Biografien

Özdal Dinçel

„An das Leben hier habe ich mich mittlerweile gewöhnt. Wenn ich möchte, kann ich jederzeit in die Türkei reisen.“

Özdal Dinçel lebt seit 1964 in Deutschland


Ich wurde 1938 in Sivas, Hafik geboren.

Dort habe ich die Kunstschule für Mädchen, Fachbereich Schneiderei, besucht.

Im Alter von 17 Jahren wurde ich auf Wunsch meines Vaters verheiratet und bekam eine Tochter. Die Ehe hielt nicht lange. Wir trennten uns und ich ging mit meiner Tochter zu meiner Familie nach Istanbul, wo ich eine Stelle als Schneiderin fand.

Nach einiger Zeit entstanden Unstimmigkeiten zwischen meiner Familie und mir. Sie konnten und wollten meine Tochter nicht akzeptieren. Ich war gezwungen, mein Kind bei meinem Ex-Mann zu lassen. Aber die Probleme mit meiner Familie wurden schlimmer. Ich beschloss, Istanbul zu verlassen, denn zu dieser Zeit war es sehr schwierig, als geschiedene Frau alleine zu leben.

Im Jahr 1964 kam ich nach Deutschland. Ein Bekannter unserer Familie fand einen Arbeitsplatz für mich; aus diesem Grund hatte ich mich nicht beim Arbeitsministerium in der Türkei vorstellen müssen.

Ich nahm den ersten Zug von Istanbul-Sirkeci über München nach Bremen. Am Bremer Hauptbahnhof wurde ich von einem Firmenangestellten abgeholt und direkt in die für mich angemietete Wohnung gebracht. Es handelte sich um eine Einzimmerwohnung. Diese teilte ich mir mit einer anderen Frau, die ich bereits im Zug kennengelernt hatte. Nach kurzer Zeit zog ich um, wobei mir eine Bekannte half.

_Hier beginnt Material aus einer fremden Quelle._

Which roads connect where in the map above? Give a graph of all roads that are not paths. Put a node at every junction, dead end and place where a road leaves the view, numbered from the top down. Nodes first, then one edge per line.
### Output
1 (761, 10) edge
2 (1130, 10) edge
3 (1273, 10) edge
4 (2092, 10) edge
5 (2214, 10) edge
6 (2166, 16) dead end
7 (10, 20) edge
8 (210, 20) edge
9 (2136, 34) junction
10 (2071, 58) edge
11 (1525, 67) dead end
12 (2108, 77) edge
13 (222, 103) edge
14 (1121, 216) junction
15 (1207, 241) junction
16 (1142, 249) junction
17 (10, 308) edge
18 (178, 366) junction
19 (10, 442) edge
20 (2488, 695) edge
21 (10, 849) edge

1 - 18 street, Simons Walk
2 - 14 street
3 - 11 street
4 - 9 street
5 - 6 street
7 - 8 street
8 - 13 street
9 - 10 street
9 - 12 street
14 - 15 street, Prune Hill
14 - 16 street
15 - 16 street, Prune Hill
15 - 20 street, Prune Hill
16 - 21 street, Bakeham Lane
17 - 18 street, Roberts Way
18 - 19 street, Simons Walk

Die Firma Ewald Willy befand sich in der Kornstraße. Wir fertigten Blusen, ich bekam  wenig Geld. Um meinen Verdienst aufzubessern, arbeitete ich noch zusätzlich. Ich lieh mir von einem Bekannten Geld, kaufte damit eine Nähmaschine und arbeitete von zu Hause aus. Mein Nebenerwerb lief so gut so, dass ich mich dafür entschied, das Unternehmen zu wechseln. Ich fand eine Anstellung bei der Firma Bauermann, wo sie mit meiner Arbeit sehr zufrieden waren. Sie boten mir eine Stelle als Vorarbeiterin an, die ich aber aufgrund meiner schlechten Deutschkenntnisse ablehnte.

Im Jahr 1978 heiratete ich erneut und bekam zwei Kinder.

Ein Jahr später eröffnete ich meine eigene Boutique, die gleichzeitig eine Schneiderei war. Ich hatte sieben Angestellte und das Geschäft lief sehr gut.

Mein Mann und ich trennten uns 1990. Mein Mann forderte aufgrund meines erfolgreichen Geschäftes einen hohen Unterhalt von mir. Ich wollte ihm nichts zahlen, weswegen ich meinen Laden aufgab und mich wieder der Tätigkeit, die ich von Zuhause ausführen konnte, widmete.

Heute bin ich 78 Jahre alt, pensioniert und lebe allein. In der Türkei habe ich keine Familie mehr. An das Leben in Deutschland habe ich mich mittlerweile gewöhnt. Wenn ich möchte, kann ich jederzeit in die Türkei reisen.